Trois ans après avoir célébré la mort cinématographique de sa génitrice, la voilà qui ressuscite donc peu ou prou, sous les traits d'une Jeanne Moreau iconique et à peu de choses près parfaite dans ce rôle de femme-enfant qui cache son jeu pour mieux le mener. Capricieuse et ravageuse, Catherine fait à elle seule chavirer une franche amitié masculine que même la guerre n'avait pu bousculer. Avec Jules et Jim, ce sera tout ou rien, et les deux malheureux n'en ressortiront pas indemnes.

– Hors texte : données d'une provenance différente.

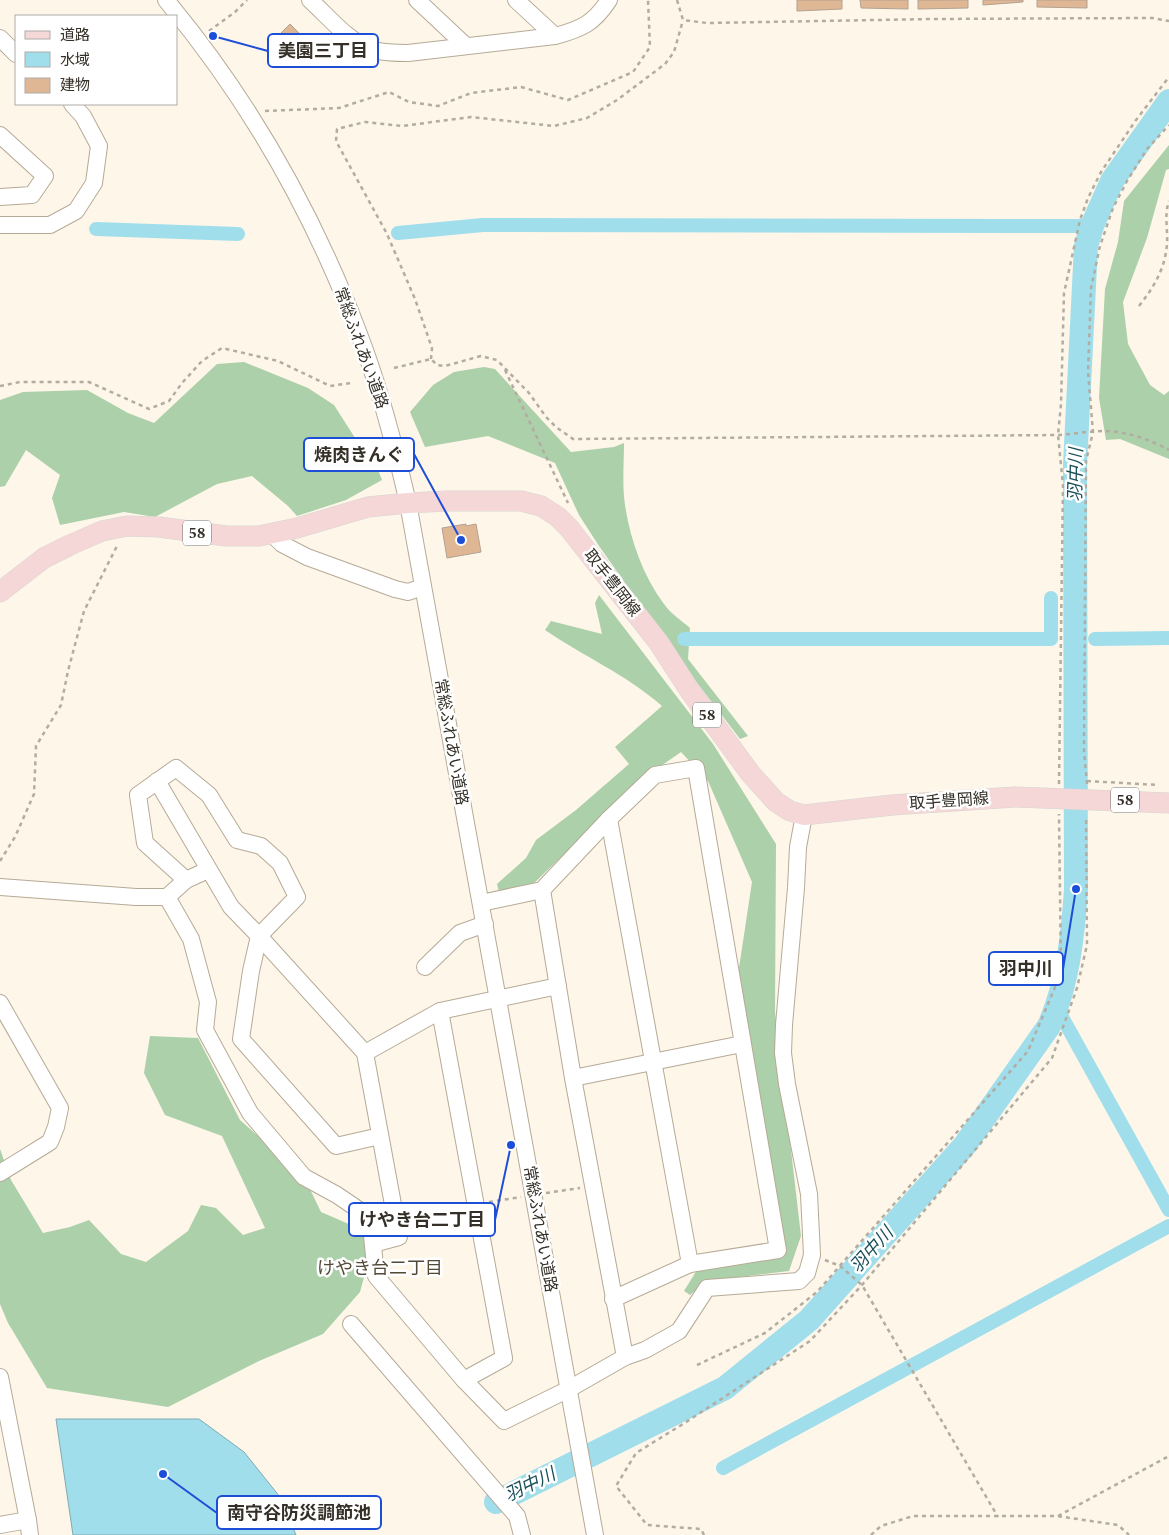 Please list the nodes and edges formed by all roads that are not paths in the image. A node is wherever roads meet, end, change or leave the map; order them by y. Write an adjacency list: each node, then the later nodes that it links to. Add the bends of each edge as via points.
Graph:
1 (166, 0): 14 (street, 常総ふれあい道路, via 248,112 315,233 364,350)
2 (310, 0): 8 (street, via 361,45 374,50 408,53)
3 (418, 0): 8 (street)
4 (516, 0): 6 (street)
5 (610, 0): 6 (street, via 599,15 577,30)
6 (555, 36): 8 (street)
7 (0, 38): 9 (street)
8 (466, 46)
9 (15, 53)
10 (73, 105): 13 (street, via 83,116 99,146 94,183 76,211 50,225)
11 (0, 135): 12 (street, via 45,176 32,195)
12 (0, 197)
13 (0, 225)
14 (408, 503): 15 (main road, 取手豊岡線 / 58, via 368,507); 16 (street, 常総ふれあい道路); 20 (main road, 取手豊岡線 / 58, via 521,501 541,506 558,517 659,643 750,773 776,802 790,811)
15 (271, 533): 16 (street, via 282,544 307,557 396,589 408,592); 17 (main road, 取手豊岡線 / 58, via 226,536 127,526 102,532 53,554 26,570)
16 (423, 587): 27 (street, 常総ふれあい道路)
17 (0, 592)
18 (158, 781): 22 (street); 23 (street, via 138,795 145,843); 29 (street, via 176,768 209,795 237,840 262,846 280,863 297,898)
19 (1169, 803): 20 (main road, 取手豊岡線 / 58, via 1073,794 971,799)
20 (804, 814): 46 (street, via 798,847 783,1053 809,1194 812,1254 807,1273 799,1281 707,1288 679,1331)
21 (609, 819): 25 (street); 36 (street, via 655,775 696,768); 38 (street)
22 (208, 870): 23 (street); 29 (street, via 231,907)
23 (186, 880): 26 (street)
24 (0, 887): 26 (street)
25 (542, 890): 27 (street); 31 (street)
26 (167, 897): 42 (street, via 191,939 208,1002 205,1030 250,1113 304,1177 362,1212)
27 (481, 903): 28 (street, 常総ふれあい道路)
28 (485, 924): 30 (street, via 460,933); 32 (street, 常総ふれあい道路)
29 (259, 936): 37 (street); 40 (street, via 241,1039 336,1146)
30 (425, 967)
31 (558, 986): 32 (street); 39 (street)
32 (498, 998): 34 (street); 49 (street, 常総ふれあい道路)
33 (0, 1003): 35 (street)
34 (440, 1011): 37 (street); 48 (street, via 504,1358)
35 (5, 1025): 41 (street, via 60,1108 50,1142)
36 (742, 1044): 38 (street); 43 (street, via 778,1250)
37 (365, 1053): 40 (street)
38 (653, 1061): 39 (street); 43 (street)
39 (573, 1078): 44 (street)
40 (380, 1136): 42 (street, via 399,1237)
41 (0, 1173)
42 (373, 1244): 48 (street, via 376,1276)
43 (690, 1264): 44 (street)
44 (613, 1300): 46 (street)
45 (351, 1324): 53 (street, via 517,1516)
46 (625, 1357): 49 (street)
47 (0, 1377): 50 (street)
48 (464, 1380): 49 (street, via 504,1421)
49 (569, 1389): 54 (street, 常総ふれあい道路)
50 (5, 1423): 52 (street)
51 (0, 1525): 52 (street)
52 (29, 1528)
53 (522, 1535)
54 (595, 1535) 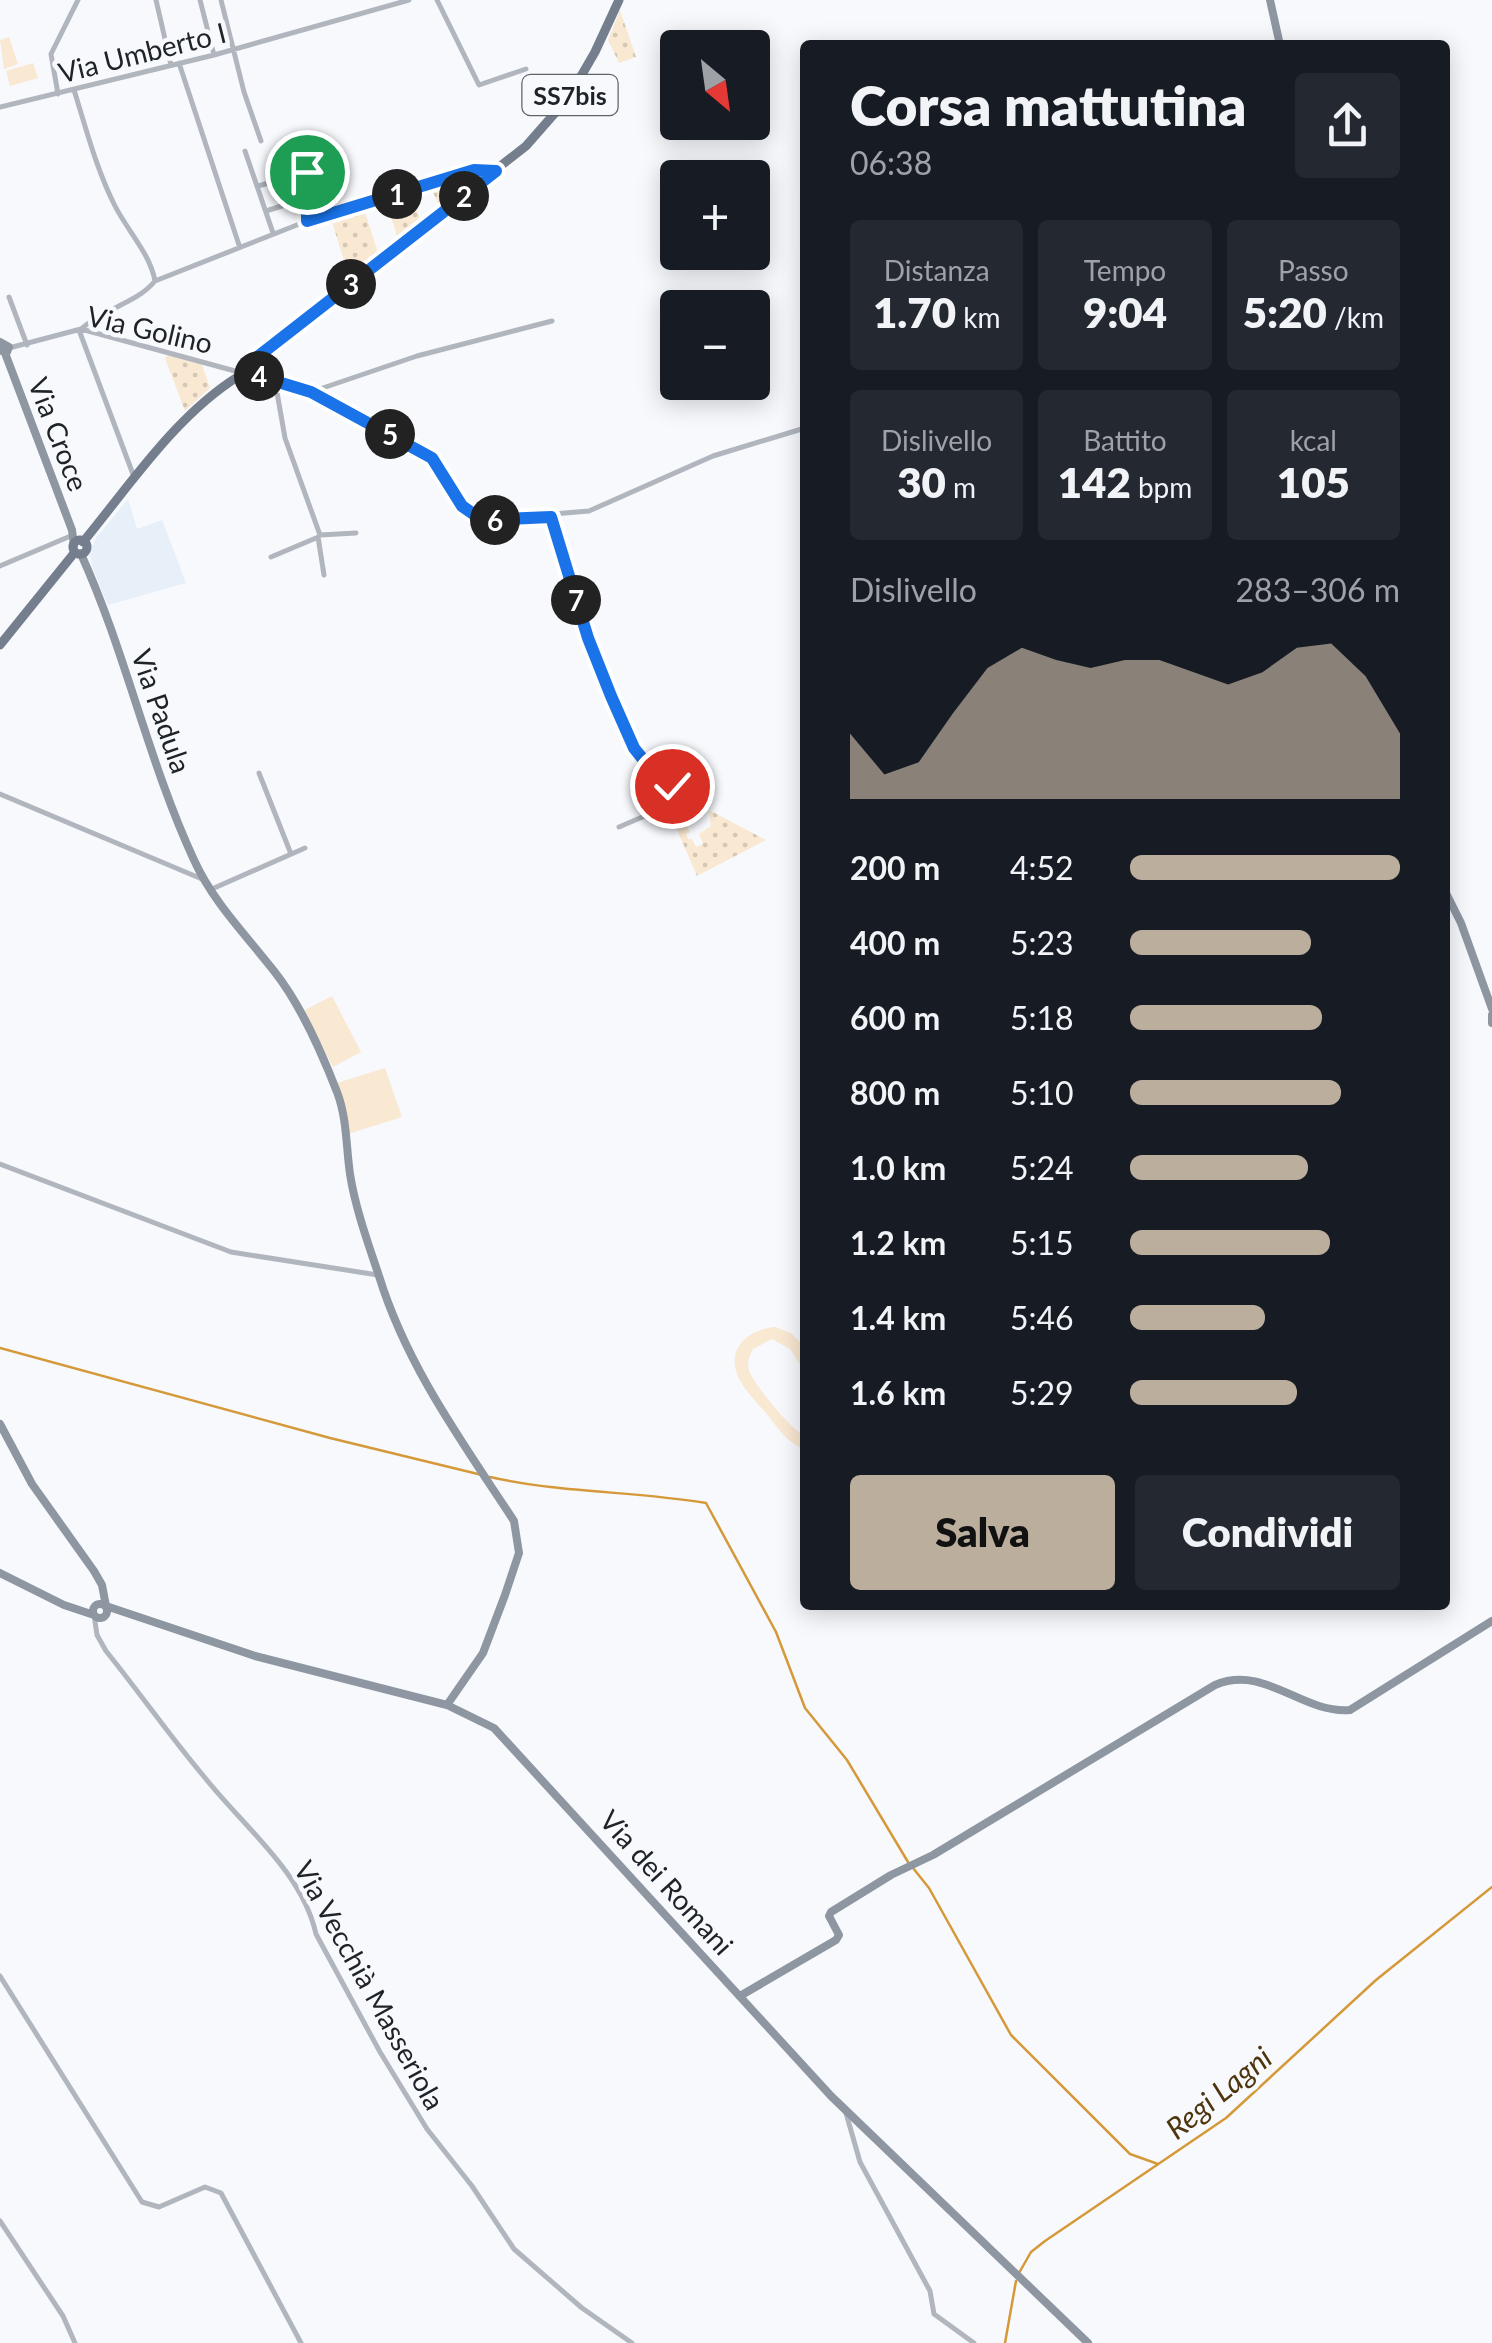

Tiens, nos deux zigotos, parlons-en un peu, parce qu'elle est bien belle Jeanne Moreau, mais le plus touchant dans l'histoire c'est bien cette relation singulière et franche entre un Don Juan / Don Quichotte parisien (le débutant Henri Serre, qui récite son texte platement, et qui est donc juste catastrophique) et un Autrichien plus posé et docile (Oskar Werner, qui arrive à amener beaucoup d'humanité et de générosité à son personnage malgré la barrière de la langue). Il y a entre eux une bienveillance mutuelle, une sincérité de chaque instant, la possibilité d'un refuge aux désillusions de l'amour. Quoi de plus désarmant qu'un homme qui accepte les sentiments de son ami envers sa propre femme car il se refuse à l'imaginer loin de lui ?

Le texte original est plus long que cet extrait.